> [EXTRACTED RECORDS]
____

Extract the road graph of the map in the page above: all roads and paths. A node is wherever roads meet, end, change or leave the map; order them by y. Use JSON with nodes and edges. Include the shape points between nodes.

____

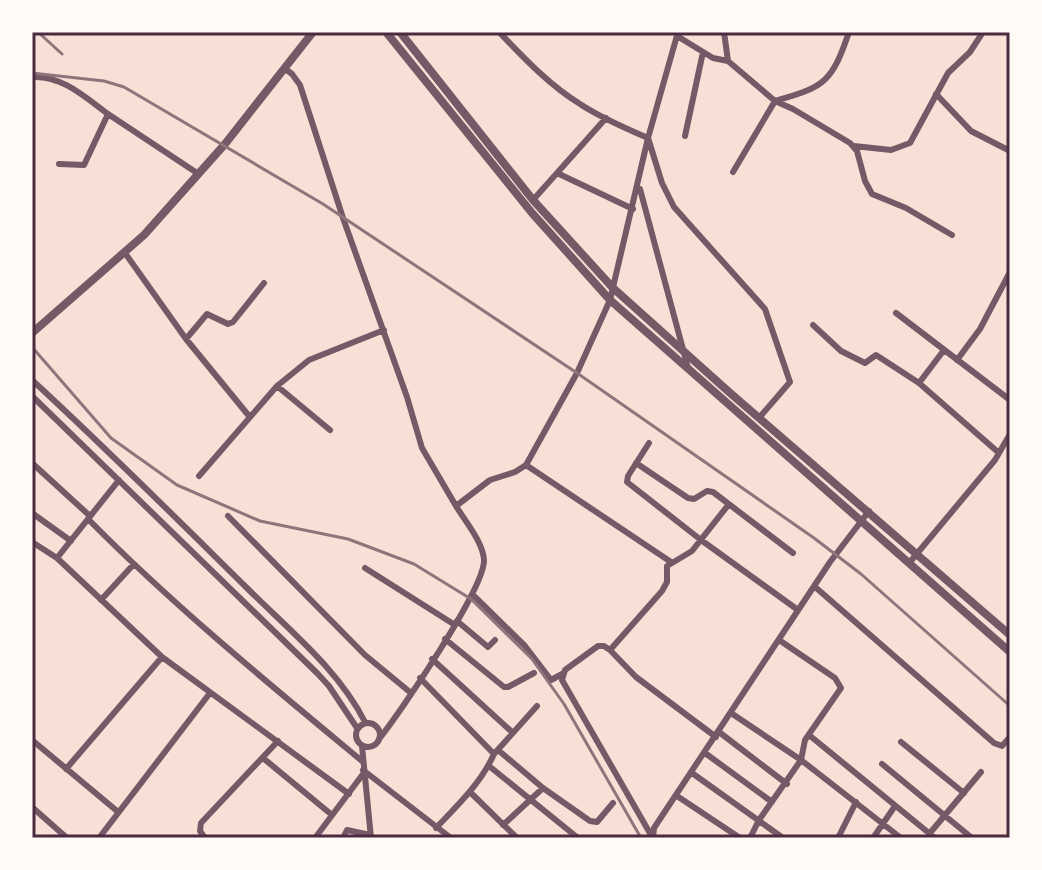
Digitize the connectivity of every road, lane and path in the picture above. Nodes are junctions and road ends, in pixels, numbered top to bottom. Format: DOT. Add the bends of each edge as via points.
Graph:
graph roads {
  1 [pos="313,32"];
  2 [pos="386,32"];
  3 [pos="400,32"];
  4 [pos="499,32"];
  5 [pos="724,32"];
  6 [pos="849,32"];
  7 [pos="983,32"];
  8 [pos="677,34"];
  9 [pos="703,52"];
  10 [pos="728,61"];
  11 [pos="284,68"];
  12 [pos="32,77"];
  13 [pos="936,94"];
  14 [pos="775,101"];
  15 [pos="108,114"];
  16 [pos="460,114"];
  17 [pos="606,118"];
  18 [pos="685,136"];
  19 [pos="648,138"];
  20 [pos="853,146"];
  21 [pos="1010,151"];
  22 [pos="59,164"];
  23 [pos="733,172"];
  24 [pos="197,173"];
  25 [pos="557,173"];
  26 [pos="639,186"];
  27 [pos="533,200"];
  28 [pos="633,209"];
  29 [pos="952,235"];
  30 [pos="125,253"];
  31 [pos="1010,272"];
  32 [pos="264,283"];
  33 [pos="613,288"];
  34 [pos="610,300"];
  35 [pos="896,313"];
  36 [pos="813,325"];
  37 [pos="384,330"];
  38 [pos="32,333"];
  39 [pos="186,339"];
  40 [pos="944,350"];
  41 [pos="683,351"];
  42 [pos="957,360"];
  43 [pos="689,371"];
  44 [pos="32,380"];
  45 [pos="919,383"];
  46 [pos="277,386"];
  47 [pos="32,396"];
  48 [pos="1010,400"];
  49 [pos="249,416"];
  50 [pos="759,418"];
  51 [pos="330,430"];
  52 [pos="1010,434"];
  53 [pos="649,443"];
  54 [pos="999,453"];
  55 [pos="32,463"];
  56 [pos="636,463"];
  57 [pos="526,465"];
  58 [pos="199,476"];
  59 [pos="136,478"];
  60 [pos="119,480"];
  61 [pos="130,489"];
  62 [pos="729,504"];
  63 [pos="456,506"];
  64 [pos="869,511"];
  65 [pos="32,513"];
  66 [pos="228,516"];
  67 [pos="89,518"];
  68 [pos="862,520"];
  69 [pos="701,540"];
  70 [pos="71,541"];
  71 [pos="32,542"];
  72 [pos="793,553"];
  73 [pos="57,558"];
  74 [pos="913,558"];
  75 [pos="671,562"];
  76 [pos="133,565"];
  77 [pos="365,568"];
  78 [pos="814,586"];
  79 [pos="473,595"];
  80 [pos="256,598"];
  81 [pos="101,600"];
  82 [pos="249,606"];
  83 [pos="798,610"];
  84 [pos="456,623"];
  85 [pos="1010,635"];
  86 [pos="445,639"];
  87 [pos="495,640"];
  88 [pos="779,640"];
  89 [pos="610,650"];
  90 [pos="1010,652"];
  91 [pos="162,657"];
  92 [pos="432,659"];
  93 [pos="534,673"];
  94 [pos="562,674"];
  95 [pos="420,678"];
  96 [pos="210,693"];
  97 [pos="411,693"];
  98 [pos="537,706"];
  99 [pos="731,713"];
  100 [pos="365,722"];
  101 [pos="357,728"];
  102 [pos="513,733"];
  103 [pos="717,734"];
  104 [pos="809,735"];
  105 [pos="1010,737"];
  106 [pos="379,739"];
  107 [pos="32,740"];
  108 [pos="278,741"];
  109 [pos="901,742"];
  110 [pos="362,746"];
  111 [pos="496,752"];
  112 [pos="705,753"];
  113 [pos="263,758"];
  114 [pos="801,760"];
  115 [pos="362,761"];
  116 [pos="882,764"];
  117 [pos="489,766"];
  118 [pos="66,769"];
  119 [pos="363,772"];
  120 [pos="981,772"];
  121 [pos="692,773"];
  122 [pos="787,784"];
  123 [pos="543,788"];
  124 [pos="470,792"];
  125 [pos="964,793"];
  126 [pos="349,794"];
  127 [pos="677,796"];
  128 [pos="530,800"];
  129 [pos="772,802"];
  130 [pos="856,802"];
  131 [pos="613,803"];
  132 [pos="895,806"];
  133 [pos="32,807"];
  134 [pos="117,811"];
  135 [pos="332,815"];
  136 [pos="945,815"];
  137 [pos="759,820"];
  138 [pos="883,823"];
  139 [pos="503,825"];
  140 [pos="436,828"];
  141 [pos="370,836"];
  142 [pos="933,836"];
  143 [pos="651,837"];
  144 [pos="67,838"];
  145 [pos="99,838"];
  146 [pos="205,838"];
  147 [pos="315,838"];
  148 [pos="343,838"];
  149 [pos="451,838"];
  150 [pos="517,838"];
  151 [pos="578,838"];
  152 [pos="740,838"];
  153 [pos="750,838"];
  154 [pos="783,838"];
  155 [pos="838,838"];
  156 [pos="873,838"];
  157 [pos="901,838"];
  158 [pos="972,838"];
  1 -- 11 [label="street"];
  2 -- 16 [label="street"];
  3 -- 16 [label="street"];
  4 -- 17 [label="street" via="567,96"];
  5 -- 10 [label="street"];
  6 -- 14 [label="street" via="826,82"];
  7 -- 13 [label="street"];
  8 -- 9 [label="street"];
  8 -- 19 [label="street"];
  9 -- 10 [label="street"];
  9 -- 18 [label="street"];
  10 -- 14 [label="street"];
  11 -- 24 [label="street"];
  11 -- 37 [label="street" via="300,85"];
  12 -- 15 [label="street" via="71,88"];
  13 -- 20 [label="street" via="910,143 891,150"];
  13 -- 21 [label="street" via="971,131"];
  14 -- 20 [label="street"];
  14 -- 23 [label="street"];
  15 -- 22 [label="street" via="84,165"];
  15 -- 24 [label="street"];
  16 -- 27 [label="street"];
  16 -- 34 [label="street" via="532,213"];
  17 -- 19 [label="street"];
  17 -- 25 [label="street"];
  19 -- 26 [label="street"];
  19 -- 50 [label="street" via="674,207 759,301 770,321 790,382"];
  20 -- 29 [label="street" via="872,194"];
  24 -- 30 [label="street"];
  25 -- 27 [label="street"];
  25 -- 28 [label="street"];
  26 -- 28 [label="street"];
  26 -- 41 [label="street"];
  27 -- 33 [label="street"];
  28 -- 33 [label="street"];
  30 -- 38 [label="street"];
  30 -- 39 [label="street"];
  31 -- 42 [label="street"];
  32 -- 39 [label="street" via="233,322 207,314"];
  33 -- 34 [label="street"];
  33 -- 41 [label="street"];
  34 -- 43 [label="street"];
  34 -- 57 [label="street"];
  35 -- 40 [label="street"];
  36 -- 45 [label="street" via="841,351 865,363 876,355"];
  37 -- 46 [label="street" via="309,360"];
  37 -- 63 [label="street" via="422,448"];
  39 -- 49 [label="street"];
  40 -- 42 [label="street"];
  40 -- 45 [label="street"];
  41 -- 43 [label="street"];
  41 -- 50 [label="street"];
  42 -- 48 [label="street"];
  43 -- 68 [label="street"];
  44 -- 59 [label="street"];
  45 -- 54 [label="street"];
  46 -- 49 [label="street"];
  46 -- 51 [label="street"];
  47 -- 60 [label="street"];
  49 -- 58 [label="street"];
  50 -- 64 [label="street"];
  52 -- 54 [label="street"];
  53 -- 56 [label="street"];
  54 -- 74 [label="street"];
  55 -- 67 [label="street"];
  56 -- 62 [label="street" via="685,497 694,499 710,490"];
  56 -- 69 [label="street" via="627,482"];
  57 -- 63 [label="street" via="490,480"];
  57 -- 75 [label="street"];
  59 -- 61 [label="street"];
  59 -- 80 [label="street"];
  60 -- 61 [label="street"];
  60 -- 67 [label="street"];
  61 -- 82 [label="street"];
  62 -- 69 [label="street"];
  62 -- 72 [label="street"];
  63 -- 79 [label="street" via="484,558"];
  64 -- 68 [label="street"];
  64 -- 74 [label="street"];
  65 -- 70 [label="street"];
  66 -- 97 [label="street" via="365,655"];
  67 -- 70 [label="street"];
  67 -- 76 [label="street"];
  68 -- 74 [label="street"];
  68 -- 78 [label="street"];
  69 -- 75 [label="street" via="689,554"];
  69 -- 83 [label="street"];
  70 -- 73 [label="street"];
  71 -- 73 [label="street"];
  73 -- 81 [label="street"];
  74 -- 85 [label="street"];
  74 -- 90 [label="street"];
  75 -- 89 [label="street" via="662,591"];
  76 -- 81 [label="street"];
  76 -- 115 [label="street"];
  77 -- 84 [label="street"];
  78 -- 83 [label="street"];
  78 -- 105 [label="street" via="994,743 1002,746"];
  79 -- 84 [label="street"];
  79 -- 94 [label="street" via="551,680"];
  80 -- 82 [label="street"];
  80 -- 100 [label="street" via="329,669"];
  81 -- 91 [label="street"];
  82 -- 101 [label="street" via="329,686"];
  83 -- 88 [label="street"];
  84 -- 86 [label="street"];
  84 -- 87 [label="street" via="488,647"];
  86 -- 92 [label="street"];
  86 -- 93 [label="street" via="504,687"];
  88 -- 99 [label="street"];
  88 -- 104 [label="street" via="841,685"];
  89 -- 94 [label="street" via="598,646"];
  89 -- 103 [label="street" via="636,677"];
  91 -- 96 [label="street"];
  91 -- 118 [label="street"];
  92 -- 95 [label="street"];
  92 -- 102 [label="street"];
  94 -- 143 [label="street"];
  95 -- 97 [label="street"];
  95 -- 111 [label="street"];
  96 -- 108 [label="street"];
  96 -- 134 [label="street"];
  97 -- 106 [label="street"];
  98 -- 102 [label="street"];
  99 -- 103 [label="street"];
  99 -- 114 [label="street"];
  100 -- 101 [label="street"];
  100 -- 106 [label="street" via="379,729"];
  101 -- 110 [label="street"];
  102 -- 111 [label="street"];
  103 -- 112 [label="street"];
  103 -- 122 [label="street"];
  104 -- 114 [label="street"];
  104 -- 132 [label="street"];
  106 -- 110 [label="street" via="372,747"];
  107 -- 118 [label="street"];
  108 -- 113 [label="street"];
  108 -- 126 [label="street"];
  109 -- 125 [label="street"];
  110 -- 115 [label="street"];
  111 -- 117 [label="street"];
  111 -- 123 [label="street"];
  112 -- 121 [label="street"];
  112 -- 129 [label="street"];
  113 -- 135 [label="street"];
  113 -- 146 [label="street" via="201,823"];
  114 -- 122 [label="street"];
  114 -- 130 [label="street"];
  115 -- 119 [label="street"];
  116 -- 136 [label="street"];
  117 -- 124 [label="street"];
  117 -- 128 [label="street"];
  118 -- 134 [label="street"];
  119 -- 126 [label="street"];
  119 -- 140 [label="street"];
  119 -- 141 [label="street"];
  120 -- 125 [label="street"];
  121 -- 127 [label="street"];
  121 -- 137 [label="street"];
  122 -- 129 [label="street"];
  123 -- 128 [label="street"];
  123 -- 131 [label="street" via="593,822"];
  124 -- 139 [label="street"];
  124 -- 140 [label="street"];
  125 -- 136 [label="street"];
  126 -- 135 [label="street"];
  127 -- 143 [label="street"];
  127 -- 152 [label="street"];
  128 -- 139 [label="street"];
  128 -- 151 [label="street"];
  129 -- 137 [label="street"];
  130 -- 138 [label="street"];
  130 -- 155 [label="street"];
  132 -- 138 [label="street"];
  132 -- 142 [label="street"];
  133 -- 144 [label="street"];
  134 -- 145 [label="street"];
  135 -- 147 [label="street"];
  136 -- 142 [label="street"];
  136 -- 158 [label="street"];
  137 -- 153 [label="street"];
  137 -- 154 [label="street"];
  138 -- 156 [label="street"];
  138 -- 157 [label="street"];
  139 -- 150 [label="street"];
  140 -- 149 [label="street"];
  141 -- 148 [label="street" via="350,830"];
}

____

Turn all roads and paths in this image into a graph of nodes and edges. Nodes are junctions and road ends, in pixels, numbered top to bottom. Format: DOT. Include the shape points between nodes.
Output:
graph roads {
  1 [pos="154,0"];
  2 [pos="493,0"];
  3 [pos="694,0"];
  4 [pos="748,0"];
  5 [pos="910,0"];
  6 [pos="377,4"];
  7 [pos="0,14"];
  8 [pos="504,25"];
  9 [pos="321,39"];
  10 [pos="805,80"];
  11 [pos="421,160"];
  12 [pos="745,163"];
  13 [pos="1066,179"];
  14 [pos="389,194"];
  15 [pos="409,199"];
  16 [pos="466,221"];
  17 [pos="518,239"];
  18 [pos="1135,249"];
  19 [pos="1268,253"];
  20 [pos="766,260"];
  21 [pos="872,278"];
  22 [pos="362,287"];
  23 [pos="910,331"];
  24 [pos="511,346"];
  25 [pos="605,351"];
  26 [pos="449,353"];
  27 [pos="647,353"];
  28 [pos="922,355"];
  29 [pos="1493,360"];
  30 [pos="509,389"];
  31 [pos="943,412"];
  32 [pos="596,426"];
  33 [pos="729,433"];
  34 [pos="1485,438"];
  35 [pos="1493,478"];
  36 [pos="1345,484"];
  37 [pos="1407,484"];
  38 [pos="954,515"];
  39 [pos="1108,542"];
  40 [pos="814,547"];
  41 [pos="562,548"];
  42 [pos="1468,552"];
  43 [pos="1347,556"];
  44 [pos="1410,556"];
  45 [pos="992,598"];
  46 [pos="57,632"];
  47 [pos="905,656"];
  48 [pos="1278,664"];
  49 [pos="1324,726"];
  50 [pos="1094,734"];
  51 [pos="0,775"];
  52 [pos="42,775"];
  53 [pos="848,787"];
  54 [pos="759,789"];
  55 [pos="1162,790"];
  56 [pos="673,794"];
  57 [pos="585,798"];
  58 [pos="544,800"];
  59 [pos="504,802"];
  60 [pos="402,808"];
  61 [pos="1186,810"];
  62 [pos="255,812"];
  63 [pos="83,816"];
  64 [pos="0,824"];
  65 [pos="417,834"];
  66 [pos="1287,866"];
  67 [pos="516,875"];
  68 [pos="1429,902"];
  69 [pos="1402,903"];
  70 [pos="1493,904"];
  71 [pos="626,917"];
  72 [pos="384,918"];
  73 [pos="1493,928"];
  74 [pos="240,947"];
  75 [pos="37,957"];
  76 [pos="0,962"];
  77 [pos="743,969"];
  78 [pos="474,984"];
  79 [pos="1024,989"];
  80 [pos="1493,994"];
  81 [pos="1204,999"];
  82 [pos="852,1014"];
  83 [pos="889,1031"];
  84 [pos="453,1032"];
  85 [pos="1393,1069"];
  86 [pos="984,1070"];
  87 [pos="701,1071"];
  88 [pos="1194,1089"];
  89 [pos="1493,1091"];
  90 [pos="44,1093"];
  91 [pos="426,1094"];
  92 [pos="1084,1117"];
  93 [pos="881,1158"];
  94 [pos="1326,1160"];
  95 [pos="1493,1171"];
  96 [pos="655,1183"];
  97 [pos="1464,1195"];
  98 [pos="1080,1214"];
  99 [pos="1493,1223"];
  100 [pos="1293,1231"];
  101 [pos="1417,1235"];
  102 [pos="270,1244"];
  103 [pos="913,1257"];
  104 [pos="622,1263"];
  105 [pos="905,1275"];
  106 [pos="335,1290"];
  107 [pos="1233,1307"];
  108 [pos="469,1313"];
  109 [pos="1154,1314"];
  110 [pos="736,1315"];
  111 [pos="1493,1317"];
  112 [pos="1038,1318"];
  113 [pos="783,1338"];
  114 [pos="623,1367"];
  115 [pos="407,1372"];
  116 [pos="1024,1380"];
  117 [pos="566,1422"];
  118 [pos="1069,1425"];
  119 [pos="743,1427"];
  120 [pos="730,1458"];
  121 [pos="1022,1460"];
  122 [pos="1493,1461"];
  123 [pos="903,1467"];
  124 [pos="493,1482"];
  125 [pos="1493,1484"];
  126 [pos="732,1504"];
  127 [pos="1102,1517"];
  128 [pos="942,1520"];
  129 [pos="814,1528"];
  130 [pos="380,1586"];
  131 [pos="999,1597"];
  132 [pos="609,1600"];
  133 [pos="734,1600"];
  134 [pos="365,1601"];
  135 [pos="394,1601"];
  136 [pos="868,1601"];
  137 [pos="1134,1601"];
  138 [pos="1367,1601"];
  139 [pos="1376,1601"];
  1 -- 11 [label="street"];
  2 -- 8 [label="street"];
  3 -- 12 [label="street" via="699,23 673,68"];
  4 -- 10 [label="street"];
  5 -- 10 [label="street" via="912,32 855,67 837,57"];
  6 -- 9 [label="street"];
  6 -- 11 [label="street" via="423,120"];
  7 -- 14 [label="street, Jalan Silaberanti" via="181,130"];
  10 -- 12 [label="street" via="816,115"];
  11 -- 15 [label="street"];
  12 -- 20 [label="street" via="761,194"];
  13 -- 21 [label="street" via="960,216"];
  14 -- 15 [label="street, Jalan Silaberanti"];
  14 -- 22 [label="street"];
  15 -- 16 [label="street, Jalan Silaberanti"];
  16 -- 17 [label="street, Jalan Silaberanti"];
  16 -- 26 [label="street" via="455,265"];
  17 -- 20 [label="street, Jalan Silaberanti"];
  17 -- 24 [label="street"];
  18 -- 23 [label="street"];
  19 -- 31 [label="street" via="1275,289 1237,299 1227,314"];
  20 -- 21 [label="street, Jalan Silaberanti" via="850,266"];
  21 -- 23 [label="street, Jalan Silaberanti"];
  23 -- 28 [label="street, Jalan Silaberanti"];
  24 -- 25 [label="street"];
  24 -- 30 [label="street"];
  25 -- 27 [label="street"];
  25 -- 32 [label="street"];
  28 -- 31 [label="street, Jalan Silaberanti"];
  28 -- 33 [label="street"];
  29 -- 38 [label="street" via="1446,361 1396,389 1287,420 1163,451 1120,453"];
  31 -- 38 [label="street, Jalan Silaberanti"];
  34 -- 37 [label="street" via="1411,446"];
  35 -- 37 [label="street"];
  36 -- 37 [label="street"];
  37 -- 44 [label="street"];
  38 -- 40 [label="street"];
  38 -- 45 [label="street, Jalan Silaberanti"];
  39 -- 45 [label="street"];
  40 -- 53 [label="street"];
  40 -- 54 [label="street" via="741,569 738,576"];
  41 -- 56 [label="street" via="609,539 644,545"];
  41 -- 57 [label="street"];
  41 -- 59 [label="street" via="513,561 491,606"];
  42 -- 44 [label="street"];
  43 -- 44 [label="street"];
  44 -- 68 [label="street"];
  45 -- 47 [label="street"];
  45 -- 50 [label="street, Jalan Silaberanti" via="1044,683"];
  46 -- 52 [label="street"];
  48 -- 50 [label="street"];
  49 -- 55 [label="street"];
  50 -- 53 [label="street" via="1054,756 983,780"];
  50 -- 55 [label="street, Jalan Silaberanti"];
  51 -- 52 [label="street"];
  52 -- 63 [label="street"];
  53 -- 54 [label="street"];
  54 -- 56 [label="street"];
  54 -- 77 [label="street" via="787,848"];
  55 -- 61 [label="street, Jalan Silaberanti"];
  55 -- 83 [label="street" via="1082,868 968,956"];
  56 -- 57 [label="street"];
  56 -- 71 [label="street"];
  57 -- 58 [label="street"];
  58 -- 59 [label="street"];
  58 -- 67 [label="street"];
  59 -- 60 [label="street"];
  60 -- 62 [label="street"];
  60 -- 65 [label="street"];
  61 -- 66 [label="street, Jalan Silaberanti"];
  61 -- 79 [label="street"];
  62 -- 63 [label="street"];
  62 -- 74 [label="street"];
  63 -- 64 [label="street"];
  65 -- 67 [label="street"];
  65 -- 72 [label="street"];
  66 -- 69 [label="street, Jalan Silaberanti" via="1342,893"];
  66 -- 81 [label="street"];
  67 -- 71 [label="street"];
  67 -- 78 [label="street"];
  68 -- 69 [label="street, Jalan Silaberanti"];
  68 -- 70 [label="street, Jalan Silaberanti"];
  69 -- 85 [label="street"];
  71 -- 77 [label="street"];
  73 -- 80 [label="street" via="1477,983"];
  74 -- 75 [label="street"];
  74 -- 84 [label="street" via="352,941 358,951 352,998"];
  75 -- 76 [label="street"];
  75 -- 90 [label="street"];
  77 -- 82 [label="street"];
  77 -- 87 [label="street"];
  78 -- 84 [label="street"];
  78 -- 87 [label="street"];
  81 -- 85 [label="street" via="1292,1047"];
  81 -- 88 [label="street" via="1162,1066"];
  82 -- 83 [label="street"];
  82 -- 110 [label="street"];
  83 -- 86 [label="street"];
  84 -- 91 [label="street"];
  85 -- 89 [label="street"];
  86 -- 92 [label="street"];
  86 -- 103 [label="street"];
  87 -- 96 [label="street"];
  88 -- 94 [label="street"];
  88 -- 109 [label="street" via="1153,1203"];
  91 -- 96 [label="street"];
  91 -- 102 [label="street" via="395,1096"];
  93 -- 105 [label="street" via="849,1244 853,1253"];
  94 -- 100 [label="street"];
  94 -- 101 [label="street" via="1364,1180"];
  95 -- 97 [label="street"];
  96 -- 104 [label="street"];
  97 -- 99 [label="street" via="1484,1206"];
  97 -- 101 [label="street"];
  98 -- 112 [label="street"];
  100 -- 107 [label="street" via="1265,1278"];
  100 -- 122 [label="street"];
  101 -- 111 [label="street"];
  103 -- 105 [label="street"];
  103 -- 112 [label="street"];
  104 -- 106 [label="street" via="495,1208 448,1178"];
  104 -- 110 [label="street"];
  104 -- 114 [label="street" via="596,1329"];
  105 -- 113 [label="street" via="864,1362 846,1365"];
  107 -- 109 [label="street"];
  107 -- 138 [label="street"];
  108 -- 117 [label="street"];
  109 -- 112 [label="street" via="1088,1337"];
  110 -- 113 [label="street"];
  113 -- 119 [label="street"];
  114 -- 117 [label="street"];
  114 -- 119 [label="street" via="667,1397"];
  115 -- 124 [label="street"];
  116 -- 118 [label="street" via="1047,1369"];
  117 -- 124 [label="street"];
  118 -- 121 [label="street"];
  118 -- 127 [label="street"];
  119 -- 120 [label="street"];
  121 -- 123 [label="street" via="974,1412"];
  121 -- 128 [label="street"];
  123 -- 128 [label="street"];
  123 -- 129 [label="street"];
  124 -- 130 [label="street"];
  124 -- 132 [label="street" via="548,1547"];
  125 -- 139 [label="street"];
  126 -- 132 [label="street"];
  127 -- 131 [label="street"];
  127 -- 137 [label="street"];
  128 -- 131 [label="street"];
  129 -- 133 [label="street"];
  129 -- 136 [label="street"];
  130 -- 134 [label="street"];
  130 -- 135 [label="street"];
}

____

> [WHAT YOU HAVE TO DO]
Search the entries for the string "numbered" and collect each line that has it.

> [THE COMPLETED TASK]
Digitize the connectivity of every road, lane and path in the picture above. Nodes are junctions and road ends, in pixels, numbered top to bottom. Format: DOT. Add the bends of each edge as via points.
Turn all roads and paths in this image into a graph of nodes and edges. Nodes are junctions and road ends, in pixels, numbered top to bottom. Format: DOT. Include the shape points between nodes.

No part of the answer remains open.